Merzifonlu Kara Mustafa Paşa, 1683 yılında idam edildiğinde, İstanbul, Çemberlitaş Divanyolu üzerindeki Mimar Hamdi’nin yaptığı külliyesinin inşaatı sürüyordu. Türbesine oğlu Ali Bey tarafından defnedildi. 1690’da tamamlanan külliye; darülhadis medresesi, dersane, mescid, sebil, dükkanlar, sıbyan mektebi ve hazire ve camiden oluşur. 20’nci yüzyılın başında Divanyolu genişletilirken, dükkanlar yıkılsa da 1960’da medrese ve sıbyan mektebi onarılmış. Pek rastlanmayan sekizgen planlı camisi görülmeye değer. Medresesi günümüzde şair Yahya Kemal Beyatlı adına kurulan araştırma enstitüsünün kullanımında.
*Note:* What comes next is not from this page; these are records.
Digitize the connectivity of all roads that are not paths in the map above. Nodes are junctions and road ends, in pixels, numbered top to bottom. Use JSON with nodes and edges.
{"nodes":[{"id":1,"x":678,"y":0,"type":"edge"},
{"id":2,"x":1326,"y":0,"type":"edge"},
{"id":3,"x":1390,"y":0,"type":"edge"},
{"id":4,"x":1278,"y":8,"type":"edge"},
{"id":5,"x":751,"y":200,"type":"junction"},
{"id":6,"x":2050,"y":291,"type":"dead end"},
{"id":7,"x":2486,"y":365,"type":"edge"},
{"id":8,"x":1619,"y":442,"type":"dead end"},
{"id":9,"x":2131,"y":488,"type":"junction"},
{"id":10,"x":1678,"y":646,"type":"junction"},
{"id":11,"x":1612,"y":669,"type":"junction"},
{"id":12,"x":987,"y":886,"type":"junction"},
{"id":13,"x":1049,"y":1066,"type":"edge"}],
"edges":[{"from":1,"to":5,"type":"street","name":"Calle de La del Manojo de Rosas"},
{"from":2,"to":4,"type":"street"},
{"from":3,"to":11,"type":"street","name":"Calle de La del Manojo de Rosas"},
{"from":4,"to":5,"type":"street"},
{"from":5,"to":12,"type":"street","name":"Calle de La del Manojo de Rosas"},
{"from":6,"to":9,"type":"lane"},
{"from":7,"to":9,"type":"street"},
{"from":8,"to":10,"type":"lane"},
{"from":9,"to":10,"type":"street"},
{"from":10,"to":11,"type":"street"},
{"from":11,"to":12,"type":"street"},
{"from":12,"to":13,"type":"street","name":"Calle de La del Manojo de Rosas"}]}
TAŞHAN BUTİK OTEL OLABİLİR

Kara Mustafa Paşa tarafından vakfedilen eserlerden Mimar Hüseyin imzalı Taşhan, bedestenin karşısında dikdörtgen planlı bir yapı. İç kısmı tamamen kesme taştan. Revakların gerisinde kubbeli odalar yer alıyor. Üç adet kuşevi ve mescidinin yanı sıra develerin bakımının yapıldığı ‘develik’ denilen bölümü nedeniyle alışılagelmiş Osmanlı taşhanlarından farklı olarak iki değil 2 buçuk katlı. Her sabah kapı ağasının “Yitiği olan var mı?” sorusunun ardından açılan kapısı günümüzde de son derece güzel. Restorasyonu bitmek üzere olan yapının butik otel olarak kullanılması planlanıyor.